[Data items]
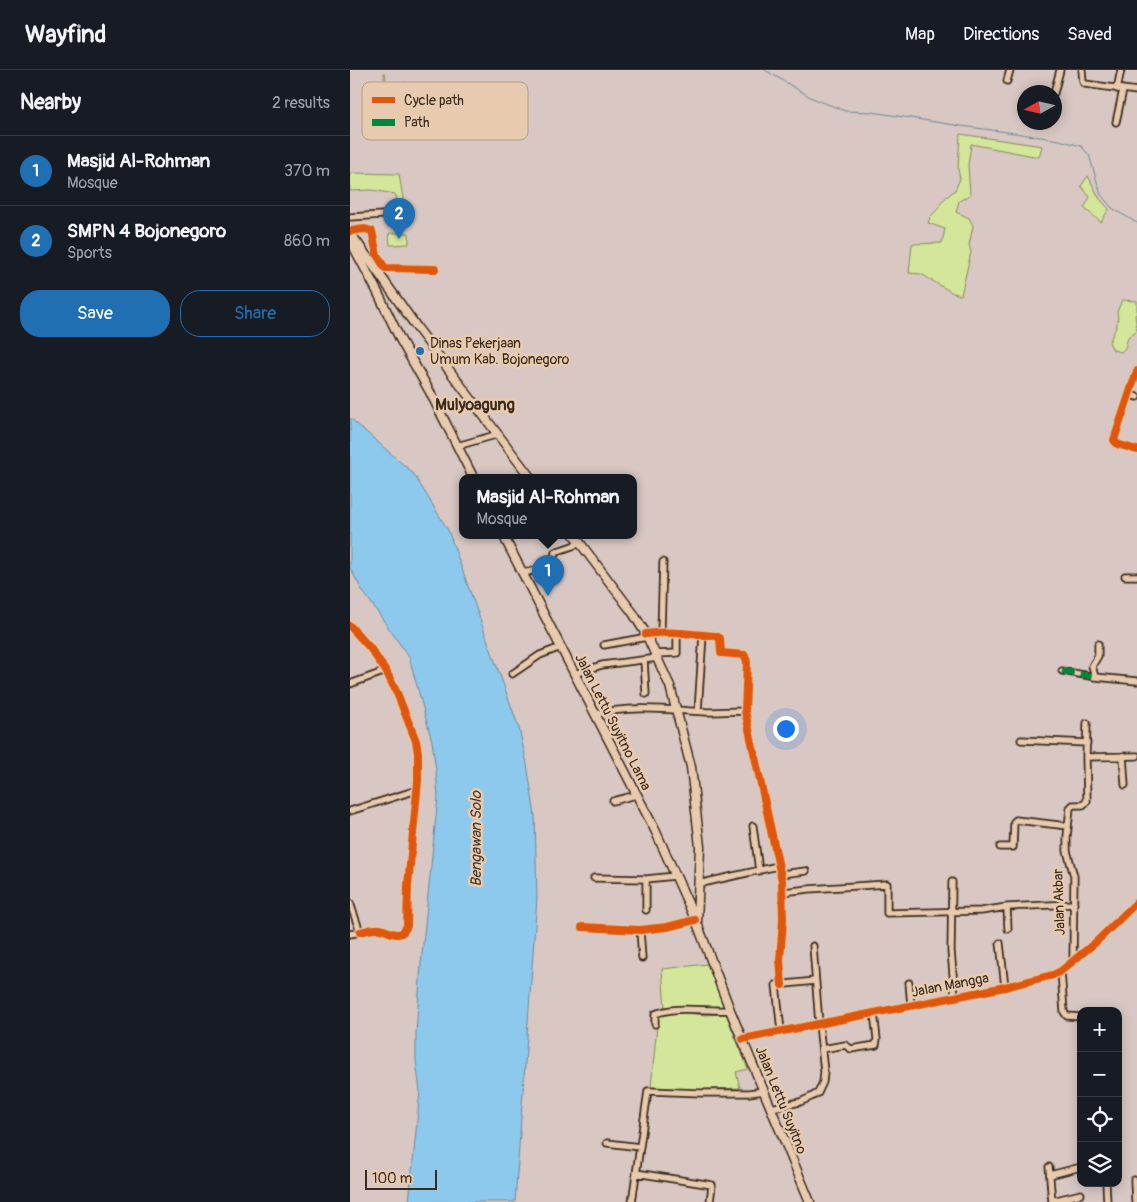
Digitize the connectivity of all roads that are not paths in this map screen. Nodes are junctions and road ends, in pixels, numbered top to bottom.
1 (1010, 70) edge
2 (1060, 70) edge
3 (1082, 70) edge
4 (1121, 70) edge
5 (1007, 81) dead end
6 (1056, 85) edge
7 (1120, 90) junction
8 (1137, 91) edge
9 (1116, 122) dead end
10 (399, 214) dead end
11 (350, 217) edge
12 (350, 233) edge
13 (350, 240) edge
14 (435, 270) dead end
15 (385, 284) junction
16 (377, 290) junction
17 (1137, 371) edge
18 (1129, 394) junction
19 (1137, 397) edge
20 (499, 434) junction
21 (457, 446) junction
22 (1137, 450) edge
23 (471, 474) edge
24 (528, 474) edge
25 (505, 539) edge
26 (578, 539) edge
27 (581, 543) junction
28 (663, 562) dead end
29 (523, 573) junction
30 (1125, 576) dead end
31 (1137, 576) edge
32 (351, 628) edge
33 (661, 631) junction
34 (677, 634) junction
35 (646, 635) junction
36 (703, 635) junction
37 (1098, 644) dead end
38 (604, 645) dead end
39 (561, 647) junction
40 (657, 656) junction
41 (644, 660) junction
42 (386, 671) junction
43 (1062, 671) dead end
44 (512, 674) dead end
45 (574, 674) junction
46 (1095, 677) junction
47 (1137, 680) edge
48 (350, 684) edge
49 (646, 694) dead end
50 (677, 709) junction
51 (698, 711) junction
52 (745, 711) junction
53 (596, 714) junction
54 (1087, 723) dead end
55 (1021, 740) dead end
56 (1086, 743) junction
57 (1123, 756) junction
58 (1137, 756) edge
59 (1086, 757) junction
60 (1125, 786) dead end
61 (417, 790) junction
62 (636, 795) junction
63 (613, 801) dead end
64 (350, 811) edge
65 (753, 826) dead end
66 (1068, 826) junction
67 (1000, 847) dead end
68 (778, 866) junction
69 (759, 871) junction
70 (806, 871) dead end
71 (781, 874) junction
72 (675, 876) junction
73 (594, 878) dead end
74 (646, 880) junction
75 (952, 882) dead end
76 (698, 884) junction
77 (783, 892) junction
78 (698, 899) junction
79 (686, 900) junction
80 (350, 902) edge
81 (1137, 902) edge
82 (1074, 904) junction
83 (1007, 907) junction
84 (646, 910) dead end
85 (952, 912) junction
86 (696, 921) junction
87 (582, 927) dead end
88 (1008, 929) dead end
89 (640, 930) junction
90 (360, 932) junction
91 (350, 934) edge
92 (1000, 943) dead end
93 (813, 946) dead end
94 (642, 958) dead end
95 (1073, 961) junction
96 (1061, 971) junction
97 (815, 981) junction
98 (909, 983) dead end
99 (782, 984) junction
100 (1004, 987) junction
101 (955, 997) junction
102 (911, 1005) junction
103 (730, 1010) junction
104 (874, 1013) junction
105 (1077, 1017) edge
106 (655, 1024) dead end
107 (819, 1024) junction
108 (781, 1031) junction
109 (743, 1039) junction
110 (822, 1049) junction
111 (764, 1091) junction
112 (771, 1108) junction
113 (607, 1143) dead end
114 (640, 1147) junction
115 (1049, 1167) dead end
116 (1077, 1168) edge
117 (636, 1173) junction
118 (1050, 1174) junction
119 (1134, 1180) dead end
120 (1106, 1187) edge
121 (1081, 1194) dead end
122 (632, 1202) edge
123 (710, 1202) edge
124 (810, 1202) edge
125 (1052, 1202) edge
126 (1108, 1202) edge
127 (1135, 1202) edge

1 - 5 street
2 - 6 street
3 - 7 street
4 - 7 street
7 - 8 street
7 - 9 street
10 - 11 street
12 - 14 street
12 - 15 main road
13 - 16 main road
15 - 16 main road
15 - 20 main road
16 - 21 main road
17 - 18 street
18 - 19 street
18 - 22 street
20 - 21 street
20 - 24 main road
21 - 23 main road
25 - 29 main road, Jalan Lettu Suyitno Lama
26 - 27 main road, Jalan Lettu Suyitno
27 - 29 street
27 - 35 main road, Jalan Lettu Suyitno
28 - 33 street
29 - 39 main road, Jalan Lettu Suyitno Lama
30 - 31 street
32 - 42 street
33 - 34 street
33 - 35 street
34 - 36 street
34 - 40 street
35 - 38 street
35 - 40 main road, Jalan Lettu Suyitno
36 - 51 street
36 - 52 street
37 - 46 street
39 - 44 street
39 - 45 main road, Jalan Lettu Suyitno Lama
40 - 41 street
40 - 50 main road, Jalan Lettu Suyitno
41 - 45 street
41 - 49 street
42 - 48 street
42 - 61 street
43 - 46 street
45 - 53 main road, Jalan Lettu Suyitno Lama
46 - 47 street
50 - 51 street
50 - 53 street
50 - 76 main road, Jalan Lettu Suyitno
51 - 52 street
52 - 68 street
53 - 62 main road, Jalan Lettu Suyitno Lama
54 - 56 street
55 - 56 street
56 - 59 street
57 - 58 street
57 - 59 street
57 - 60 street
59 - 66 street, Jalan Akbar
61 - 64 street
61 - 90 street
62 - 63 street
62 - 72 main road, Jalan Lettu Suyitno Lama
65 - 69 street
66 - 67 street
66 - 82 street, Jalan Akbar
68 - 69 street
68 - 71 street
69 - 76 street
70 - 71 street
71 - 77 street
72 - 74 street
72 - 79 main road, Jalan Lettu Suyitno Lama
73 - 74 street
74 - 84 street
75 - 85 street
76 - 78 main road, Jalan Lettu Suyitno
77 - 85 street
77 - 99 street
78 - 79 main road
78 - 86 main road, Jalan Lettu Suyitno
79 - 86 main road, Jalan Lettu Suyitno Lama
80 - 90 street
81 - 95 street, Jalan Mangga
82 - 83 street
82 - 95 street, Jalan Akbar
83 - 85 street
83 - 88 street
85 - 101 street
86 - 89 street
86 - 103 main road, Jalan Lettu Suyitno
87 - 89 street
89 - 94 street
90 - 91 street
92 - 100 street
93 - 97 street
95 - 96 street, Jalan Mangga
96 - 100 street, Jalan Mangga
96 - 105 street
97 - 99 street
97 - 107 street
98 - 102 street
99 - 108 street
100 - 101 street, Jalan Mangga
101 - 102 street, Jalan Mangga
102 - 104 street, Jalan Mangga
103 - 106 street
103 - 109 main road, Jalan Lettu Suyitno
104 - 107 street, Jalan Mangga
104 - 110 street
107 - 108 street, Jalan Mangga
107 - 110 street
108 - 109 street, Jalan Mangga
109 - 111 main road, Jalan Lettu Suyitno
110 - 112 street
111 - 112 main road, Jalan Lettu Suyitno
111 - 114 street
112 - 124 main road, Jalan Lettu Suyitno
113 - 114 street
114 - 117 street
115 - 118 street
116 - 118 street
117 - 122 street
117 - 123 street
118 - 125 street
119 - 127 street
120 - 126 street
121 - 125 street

◆ **Exercise aim**: Please transcribe the entries exactly, omitting the images.

◆ **Response**:
Digitize the connectivity of all roads that are not paths in this map screen. Nodes are junctions and road ends, in pixels, numbered top to bottom.
1 (1010, 70) edge
2 (1060, 70) edge
3 (1082, 70) edge
4 (1121, 70) edge
5 (1007, 81) dead end
6 (1056, 85) edge
7 (1120, 90) junction
8 (1137, 91) edge
9 (1116, 122) dead end
10 (399, 214) dead end
11 (350, 217) edge
12 (350, 233) edge
13 (350, 240) edge
14 (435, 270) dead end
15 (385, 284) junction
16 (377, 290) junction
17 (1137, 371) edge
18 (1129, 394) junction
19 (1137, 397) edge
20 (499, 434) junction
21 (457, 446) junction
22 (1137, 450) edge
23 (471, 474) edge
24 (528, 474) edge
25 (505, 539) edge
26 (578, 539) edge
27 (581, 543) junction
28 (663, 562) dead end
29 (523, 573) junction
30 (1125, 576) dead end
31 (1137, 576) edge
32 (351, 628) edge
33 (661, 631) junction
34 (677, 634) junction
35 (646, 635) junction
36 (703, 635) junction
37 (1098, 644) dead end
38 (604, 645) dead end
39 (561, 647) junction
40 (657, 656) junction
41 (644, 660) junction
42 (386, 671) junction
43 (1062, 671) dead end
44 (512, 674) dead end
45 (574, 674) junction
46 (1095, 677) junction
47 (1137, 680) edge
48 (350, 684) edge
49 (646, 694) dead end
50 (677, 709) junction
51 (698, 711) junction
52 (745, 711) junction
53 (596, 714) junction
54 (1087, 723) dead end
55 (1021, 740) dead end
56 (1086, 743) junction
57 (1123, 756) junction
58 (1137, 756) edge
59 (1086, 757) junction
60 (1125, 786) dead end
61 (417, 790) junction
62 (636, 795) junction
63 (613, 801) dead end
64 (350, 811) edge
65 (753, 826) dead end
66 (1068, 826) junction
67 (1000, 847) dead end
68 (778, 866) junction
69 (759, 871) junction
70 (806, 871) dead end
71 (781, 874) junction
72 (675, 876) junction
73 (594, 878) dead end
74 (646, 880) junction
75 (952, 882) dead end
76 (698, 884) junction
77 (783, 892) junction
78 (698, 899) junction
79 (686, 900) junction
80 (350, 902) edge
81 (1137, 902) edge
82 (1074, 904) junction
83 (1007, 907) junction
84 (646, 910) dead end
85 (952, 912) junction
86 (696, 921) junction
87 (582, 927) dead end
88 (1008, 929) dead end
89 (640, 930) junction
90 (360, 932) junction
91 (350, 934) edge
92 (1000, 943) dead end
93 (813, 946) dead end
94 (642, 958) dead end
95 (1073, 961) junction
96 (1061, 971) junction
97 (815, 981) junction
98 (909, 983) dead end
99 (782, 984) junction
100 (1004, 987) junction
101 (955, 997) junction
102 (911, 1005) junction
103 (730, 1010) junction
104 (874, 1013) junction
105 (1077, 1017) edge
106 (655, 1024) dead end
107 (819, 1024) junction
108 (781, 1031) junction
109 (743, 1039) junction
110 (822, 1049) junction
111 (764, 1091) junction
112 (771, 1108) junction
113 (607, 1143) dead end
114 (640, 1147) junction
115 (1049, 1167) dead end
116 (1077, 1168) edge
117 (636, 1173) junction
118 (1050, 1174) junction
119 (1134, 1180) dead end
120 (1106, 1187) edge
121 (1081, 1194) dead end
122 (632, 1202) edge
123 (710, 1202) edge
124 (810, 1202) edge
125 (1052, 1202) edge
126 (1108, 1202) edge
127 (1135, 1202) edge

1 - 5 street
2 - 6 street
3 - 7 street
4 - 7 street
7 - 8 street
7 - 9 street
10 - 11 street
12 - 14 street
12 - 15 main road
13 - 16 main road
15 - 16 main road
15 - 20 main road
16 - 21 main road
17 - 18 street
18 - 19 street
18 - 22 street
20 - 21 street
20 - 24 main road
21 - 23 main road
25 - 29 main road, Jalan Lettu Suyitno Lama
26 - 27 main road, Jalan Lettu Suyitno
27 - 29 street
27 - 35 main road, Jalan Lettu Suyitno
28 - 33 street
29 - 39 main road, Jalan Lettu Suyitno Lama
30 - 31 street
32 - 42 street
33 - 34 street
33 - 35 street
34 - 36 street
34 - 40 street
35 - 38 street
35 - 40 main road, Jalan Lettu Suyitno
36 - 51 street
36 - 52 street
37 - 46 street
39 - 44 street
39 - 45 main road, Jalan Lettu Suyitno Lama
40 - 41 street
40 - 50 main road, Jalan Lettu Suyitno
41 - 45 street
41 - 49 street
42 - 48 street
42 - 61 street
43 - 46 street
45 - 53 main road, Jalan Lettu Suyitno Lama
46 - 47 street
50 - 51 street
50 - 53 street
50 - 76 main road, Jalan Lettu Suyitno
51 - 52 street
52 - 68 street
53 - 62 main road, Jalan Lettu Suyitno Lama
54 - 56 street
55 - 56 street
56 - 59 street
57 - 58 street
57 - 59 street
57 - 60 street
59 - 66 street, Jalan Akbar
61 - 64 street
61 - 90 street
62 - 63 street
62 - 72 main road, Jalan Lettu Suyitno Lama
65 - 69 street
66 - 67 street
66 - 82 street, Jalan Akbar
68 - 69 street
68 - 71 street
69 - 76 street
70 - 71 street
71 - 77 street
72 - 74 street
72 - 79 main road, Jalan Lettu Suyitno Lama
73 - 74 street
74 - 84 street
75 - 85 street
76 - 78 main road, Jalan Lettu Suyitno
77 - 85 street
77 - 99 street
78 - 79 main road
78 - 86 main road, Jalan Lettu Suyitno
79 - 86 main road, Jalan Lettu Suyitno Lama
80 - 90 street
81 - 95 street, Jalan Mangga
82 - 83 street
82 - 95 street, Jalan Akbar
83 - 85 street
83 - 88 street
85 - 101 street
86 - 89 street
86 - 103 main road, Jalan Lettu Suyitno
87 - 89 street
89 - 94 street
90 - 91 street
92 - 100 street
93 - 97 street
95 - 96 street, Jalan Mangga
96 - 100 street, Jalan Mangga
96 - 105 street
97 - 99 street
97 - 107 street
98 - 102 street
99 - 108 street
100 - 101 street, Jalan Mangga
101 - 102 street, Jalan Mangga
102 - 104 street, Jalan Mangga
103 - 106 street
103 - 109 main road, Jalan Lettu Suyitno
104 - 107 street, Jalan Mangga
104 - 110 street
107 - 108 street, Jalan Mangga
107 - 110 street
108 - 109 street, Jalan Mangga
109 - 111 main road, Jalan Lettu Suyitno
110 - 112 street
111 - 112 main road, Jalan Lettu Suyitno
111 - 114 street
112 - 124 main road, Jalan Lettu Suyitno
113 - 114 street
114 - 117 street
115 - 118 street
116 - 118 street
117 - 122 street
117 - 123 street
118 - 125 street
119 - 127 street
120 - 126 street
121 - 125 street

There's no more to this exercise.